TASK DIRECTIONS
Go through the entries below and pick out every line with "Obere".

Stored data
* * * * * * *

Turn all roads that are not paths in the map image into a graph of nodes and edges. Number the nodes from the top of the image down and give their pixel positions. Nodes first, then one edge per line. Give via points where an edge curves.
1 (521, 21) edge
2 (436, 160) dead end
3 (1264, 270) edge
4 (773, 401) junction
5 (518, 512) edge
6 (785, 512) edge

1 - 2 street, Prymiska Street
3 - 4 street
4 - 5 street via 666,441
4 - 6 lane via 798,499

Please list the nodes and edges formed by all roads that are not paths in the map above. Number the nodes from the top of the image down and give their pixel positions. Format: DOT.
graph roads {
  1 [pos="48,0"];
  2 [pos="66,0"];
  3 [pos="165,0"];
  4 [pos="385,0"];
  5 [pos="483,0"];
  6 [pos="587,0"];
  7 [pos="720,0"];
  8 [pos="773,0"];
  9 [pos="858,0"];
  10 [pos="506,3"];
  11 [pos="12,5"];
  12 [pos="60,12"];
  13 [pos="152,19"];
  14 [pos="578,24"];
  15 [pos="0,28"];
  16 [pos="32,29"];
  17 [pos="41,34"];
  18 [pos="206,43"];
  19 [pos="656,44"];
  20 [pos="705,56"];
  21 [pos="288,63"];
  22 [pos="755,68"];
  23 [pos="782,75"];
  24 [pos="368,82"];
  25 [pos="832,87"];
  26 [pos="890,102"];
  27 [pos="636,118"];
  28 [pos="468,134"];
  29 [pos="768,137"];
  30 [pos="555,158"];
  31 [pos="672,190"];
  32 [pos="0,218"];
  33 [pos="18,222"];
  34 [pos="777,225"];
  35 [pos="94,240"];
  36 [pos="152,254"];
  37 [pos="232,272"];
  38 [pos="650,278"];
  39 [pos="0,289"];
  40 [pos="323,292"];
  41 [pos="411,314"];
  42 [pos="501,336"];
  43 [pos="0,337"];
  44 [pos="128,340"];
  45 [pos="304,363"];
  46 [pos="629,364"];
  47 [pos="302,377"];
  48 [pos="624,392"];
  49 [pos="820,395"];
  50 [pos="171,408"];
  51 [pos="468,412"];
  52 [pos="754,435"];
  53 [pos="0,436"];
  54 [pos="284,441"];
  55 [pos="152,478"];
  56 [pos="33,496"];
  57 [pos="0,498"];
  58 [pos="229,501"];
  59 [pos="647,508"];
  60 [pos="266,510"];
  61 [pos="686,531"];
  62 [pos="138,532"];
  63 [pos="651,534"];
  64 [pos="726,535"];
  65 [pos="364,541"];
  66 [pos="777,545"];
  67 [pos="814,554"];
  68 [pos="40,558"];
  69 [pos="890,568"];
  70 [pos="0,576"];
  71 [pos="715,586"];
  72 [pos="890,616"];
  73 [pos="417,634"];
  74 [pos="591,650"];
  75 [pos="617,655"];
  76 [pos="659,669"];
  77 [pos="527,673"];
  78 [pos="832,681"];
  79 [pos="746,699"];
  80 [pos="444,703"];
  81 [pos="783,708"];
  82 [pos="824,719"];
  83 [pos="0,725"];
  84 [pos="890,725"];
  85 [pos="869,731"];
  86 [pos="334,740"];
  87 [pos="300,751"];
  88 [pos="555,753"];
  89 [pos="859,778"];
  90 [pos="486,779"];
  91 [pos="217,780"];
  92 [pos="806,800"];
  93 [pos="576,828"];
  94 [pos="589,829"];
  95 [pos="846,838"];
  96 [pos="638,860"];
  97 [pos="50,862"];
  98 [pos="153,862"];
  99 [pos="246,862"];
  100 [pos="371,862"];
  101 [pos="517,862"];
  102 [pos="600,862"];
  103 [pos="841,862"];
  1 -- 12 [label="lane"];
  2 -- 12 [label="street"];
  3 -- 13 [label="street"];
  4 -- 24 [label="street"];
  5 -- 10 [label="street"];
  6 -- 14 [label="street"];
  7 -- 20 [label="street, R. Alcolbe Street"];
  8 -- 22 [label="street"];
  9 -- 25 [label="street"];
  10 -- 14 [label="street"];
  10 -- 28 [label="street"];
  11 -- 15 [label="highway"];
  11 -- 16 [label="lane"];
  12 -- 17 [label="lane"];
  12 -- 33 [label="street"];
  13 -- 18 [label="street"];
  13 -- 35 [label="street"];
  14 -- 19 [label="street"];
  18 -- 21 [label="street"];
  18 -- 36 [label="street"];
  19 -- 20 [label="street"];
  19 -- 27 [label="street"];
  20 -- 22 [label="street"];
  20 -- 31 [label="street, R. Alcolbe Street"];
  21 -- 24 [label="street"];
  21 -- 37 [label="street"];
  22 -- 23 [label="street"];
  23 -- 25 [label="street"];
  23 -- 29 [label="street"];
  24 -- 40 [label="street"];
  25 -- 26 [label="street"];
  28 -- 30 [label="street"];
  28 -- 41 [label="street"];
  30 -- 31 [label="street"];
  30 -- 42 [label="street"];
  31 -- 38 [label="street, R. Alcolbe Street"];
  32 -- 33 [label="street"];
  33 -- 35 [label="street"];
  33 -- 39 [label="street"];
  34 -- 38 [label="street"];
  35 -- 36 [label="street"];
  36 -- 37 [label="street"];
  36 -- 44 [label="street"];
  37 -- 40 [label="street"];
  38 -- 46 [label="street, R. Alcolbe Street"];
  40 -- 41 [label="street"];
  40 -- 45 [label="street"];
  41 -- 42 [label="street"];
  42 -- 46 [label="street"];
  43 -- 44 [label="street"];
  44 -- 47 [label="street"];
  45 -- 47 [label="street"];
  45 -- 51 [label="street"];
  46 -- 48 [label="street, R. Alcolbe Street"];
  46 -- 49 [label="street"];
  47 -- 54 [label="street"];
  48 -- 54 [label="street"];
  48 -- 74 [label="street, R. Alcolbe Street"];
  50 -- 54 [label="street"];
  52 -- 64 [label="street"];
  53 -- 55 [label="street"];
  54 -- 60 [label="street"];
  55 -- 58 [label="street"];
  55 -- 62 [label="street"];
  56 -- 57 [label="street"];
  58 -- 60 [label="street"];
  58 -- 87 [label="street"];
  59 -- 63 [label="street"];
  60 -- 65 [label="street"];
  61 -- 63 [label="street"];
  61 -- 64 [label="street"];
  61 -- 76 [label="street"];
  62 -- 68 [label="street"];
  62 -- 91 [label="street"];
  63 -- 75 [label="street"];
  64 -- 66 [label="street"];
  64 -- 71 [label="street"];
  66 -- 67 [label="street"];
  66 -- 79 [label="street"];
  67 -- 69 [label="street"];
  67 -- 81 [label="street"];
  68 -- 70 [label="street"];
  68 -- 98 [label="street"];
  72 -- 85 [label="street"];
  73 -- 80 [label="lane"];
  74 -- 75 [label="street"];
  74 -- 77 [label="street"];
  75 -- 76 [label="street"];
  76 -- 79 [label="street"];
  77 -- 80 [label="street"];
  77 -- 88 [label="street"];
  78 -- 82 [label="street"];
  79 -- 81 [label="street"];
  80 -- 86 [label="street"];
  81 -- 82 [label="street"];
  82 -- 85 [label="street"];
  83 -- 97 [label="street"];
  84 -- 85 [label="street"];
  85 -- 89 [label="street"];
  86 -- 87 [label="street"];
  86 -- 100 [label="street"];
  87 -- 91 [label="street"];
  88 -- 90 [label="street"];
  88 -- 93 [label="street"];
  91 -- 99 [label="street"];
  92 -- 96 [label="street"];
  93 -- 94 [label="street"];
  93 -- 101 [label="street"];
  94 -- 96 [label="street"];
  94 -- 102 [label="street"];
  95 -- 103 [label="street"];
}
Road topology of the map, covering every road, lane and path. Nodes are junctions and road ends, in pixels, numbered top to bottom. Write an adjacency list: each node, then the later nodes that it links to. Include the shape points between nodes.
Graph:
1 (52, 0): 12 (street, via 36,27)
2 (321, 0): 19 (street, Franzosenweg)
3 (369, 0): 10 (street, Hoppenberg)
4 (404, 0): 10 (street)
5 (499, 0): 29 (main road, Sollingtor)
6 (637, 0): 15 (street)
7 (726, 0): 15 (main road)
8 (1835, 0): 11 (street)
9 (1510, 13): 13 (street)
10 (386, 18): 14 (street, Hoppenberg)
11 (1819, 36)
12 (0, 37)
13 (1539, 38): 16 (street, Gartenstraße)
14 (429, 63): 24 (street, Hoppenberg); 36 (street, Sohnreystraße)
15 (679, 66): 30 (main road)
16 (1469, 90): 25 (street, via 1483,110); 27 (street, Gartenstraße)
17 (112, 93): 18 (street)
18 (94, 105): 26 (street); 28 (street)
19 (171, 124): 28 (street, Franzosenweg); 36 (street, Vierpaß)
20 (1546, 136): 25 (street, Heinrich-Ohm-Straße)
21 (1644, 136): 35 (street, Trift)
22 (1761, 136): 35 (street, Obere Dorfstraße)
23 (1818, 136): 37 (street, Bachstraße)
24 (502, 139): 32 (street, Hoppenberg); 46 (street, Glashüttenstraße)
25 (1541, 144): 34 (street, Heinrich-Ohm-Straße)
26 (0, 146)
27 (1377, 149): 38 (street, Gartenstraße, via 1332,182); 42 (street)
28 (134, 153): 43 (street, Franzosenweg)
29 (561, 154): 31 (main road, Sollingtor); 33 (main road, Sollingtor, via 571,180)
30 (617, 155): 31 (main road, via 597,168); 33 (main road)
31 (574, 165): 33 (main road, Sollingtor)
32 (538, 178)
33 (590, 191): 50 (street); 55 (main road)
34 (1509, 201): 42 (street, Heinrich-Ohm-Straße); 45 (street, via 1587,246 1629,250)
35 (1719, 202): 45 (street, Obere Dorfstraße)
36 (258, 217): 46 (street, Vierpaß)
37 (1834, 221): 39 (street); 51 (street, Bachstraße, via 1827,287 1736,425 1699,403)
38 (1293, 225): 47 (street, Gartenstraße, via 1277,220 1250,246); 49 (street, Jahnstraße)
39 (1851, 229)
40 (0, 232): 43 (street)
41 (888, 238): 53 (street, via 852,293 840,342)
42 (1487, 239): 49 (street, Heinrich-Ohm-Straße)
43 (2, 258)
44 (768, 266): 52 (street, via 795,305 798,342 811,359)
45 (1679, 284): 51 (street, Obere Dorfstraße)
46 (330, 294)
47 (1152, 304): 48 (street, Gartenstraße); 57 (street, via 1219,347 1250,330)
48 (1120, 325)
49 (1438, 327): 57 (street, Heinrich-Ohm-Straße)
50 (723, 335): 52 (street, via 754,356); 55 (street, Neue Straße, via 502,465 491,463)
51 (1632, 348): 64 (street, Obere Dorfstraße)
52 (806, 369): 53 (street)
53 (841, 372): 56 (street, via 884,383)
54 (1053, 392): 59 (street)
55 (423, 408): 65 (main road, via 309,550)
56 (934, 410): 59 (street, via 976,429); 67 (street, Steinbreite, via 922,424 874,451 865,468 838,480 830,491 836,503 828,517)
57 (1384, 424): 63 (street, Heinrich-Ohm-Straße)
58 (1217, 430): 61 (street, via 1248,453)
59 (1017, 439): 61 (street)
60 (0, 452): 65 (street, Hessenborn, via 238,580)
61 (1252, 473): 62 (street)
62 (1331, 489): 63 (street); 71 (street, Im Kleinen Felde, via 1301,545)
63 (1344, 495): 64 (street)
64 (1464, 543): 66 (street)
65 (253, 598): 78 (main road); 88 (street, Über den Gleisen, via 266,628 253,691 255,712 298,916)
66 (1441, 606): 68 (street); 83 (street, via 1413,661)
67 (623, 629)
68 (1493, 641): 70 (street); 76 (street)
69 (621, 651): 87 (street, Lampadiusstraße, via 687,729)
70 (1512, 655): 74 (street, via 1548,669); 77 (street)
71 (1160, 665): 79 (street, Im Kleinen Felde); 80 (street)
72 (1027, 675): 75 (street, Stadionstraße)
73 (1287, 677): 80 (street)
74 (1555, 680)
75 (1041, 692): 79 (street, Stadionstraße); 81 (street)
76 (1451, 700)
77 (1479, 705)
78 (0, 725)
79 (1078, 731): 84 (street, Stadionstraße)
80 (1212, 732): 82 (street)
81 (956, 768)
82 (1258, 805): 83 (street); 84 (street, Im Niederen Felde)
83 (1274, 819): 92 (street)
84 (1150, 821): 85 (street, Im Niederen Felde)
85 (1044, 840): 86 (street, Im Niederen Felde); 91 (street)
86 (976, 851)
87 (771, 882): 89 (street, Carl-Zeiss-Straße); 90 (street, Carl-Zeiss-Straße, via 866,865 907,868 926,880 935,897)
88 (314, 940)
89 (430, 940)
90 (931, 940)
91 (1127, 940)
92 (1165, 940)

* * * * * * *

RESPONSE TO THIS EXERCISE
22 (1761, 136): 35 (street, Obere Dorfstraße)
35 (1719, 202): 45 (street, Obere Dorfstraße)
45 (1679, 284): 51 (street, Obere Dorfstraße)
51 (1632, 348): 64 (street, Obere Dorfstraße)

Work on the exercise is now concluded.